Пепел был невыносим. Ещё чуть-чуть и она перестанет видеть что-либо вообще. Знакомый силуэт навис над ней, загораживая черноту. Фиалковые глаза так отличались от серой пустоты Минаре, в которой она привыкла купаться жаркими вечерами. Размытые образы замелькали в голове, приобретая форму тысячи воспоминаний с красными оттенками ее родственной души.
Когда я закрою глаза, увижу ли твое отражение, Минаре? Или же недостойны мы более смотреться в зеркало?
Треск и грохот хрупкого материала. Зеркало осыпалось мелкой крошкой.
Ей показалось, как горячее дыхание опалило ухо. Это ощущение показалось самым приятным, что она когда-либо испытывала. Влага начала скапливаться в уголках глаз то ли от внезапного сожаления, то ли от ненависти и обиды. Слова — неразборчивое прикосновение к ее горящей душе.
Он что-то говорил, но обрывки фраз ускользали, едва она хватала их за хвост.
— Я не слышу тебя, — на последнем вдохе. Их связь была оборвана, а сама Троя — уничтожена. Минаре не мог с ней говорить. Его не могло здесь быть. Никой горящей серости, только мягкие фиалки.
Но ведь мы никогда не должны были быть людьми…
Мортис Беллум родилась богом, но умерла как человек.
____________________
Маг задержал дыхание. Внизу было темно и холодно. Пепел на языке был на вкус как грязный песок. Луна ещё не показалась, последние красные лучи рассекали небо, оставляя кровавые подтеки по всей пасмурной глади.
Текучее золото, которое он так любил, застыло, раскалённый металл остывал и терял свой яркий блеск с каждой новой секундой новой эпохи. Казалось несправедливым, что время ни на миг не замедлилось с ее смертью.

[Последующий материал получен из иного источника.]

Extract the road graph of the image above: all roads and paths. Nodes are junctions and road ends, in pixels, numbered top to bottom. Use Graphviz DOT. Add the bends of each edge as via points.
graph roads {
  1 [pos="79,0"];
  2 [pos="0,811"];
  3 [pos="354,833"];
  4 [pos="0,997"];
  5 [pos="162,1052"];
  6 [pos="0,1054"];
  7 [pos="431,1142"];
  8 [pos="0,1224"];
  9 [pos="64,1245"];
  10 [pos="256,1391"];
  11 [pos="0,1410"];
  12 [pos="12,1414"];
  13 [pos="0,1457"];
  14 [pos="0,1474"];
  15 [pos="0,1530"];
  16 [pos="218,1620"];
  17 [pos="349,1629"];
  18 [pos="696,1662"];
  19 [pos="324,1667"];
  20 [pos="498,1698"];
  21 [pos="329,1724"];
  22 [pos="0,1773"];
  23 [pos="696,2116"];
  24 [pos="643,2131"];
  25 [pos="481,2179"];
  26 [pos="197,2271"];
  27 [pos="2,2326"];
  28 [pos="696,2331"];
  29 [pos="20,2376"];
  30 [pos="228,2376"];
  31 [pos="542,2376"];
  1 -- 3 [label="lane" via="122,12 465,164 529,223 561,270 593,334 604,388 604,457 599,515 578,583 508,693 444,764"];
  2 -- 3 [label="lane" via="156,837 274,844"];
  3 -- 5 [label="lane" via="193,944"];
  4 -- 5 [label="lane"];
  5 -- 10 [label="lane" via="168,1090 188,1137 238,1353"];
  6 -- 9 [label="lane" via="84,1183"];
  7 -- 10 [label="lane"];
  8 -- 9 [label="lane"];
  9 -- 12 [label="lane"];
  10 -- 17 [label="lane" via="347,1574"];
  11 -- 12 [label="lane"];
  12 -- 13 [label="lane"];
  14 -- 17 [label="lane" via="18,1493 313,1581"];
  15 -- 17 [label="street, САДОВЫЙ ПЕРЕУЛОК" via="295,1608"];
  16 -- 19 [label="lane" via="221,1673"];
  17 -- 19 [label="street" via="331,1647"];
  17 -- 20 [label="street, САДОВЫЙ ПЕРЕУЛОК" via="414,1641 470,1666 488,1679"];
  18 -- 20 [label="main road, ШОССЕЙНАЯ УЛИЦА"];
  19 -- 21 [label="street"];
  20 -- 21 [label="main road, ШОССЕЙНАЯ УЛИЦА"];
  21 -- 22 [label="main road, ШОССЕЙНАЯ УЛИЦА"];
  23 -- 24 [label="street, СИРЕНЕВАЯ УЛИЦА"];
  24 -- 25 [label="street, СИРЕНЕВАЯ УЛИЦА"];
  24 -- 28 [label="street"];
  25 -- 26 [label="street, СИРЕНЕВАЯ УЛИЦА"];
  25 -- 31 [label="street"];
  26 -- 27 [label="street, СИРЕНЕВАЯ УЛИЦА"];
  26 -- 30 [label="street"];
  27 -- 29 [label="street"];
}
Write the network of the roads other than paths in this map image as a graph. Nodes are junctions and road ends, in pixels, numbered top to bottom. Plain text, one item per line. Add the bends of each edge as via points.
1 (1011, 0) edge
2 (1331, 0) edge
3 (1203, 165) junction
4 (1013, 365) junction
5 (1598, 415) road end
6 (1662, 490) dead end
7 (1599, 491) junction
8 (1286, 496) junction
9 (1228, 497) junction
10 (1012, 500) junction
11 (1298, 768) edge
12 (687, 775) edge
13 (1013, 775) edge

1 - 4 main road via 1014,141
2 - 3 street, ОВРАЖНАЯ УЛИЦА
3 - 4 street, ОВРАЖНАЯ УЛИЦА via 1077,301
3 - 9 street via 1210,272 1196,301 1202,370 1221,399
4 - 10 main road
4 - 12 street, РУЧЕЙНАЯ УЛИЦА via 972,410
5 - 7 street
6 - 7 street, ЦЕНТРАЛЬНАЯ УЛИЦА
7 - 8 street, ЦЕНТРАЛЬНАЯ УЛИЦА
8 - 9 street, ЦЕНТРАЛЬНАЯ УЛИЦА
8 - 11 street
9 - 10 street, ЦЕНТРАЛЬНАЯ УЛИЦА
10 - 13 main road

Если бы только он был сильнее, если бы только было больше времени, если бы только госпожа послушала его раньше… Никогда не будет прощения Солнцу, что своими лучами опалило холодную кожу бессмертной мудрости. Никогда оно не было достойно стоять рядом с ней, касаться ее и даже думать о ней.
Маг схватился руками за голову и опустился к самой земле, разбивая лоб о землю. Его руки мелко дрожали, когда он тихо взмолился, обуреваемый последней надеждой:
— Если вам не безразлично то, что он совершил, позвольте мне наказать его. Позвольте показать, как сильно он ошибся, лишив ее жизни! Да, я недостоин даже стоять рядом с ним. Прошу заранее извинить за дерзость в сторону святого творения. Если Триаде будет угодно, накажите меня за неуважение и ненависть, — он закричал, — но если была в вас хоть капля благосклонности к моей госпоже, позвольте мне заставить его заплатить самую высокую цену! Клянусь, моя ненависть чиста и основательна!
Он замолчал в ожидании, задержав дыхание. Когда последний луч солнца коснулся горизонта, запечатлев его требование в летописи веков, голос, похожий по звучанию на острый осколок разбитого стекла, коснулся его ушей. Звук был подобен самой страшной муке, но смысл слов стоял той боли, умноженной в стократ. Ответ триады был таким:
— Пусть будет по-твоему, птенец, но знай, твое решение — наказание и для тебя.
Маг облегченно засмеялся, его сердце наполнила горькая радость. При свете Луны и звёзд он расправил белоснежные крылья.
«Ваша душа… Я видел, как она горит».
горит.
горит.
горит.
горит.
— И в пепле восстанешь, мой враг. Тебя преследовать буду, как тень. Легендой станет твой страх, и в ужасе встретишь свой тлен.
Когда кровь госпожи начала высыхать, маг коснулся бесшовного колье на шее, заключая свои обещания в холодное серебро, а душу своей госпожи в бездну.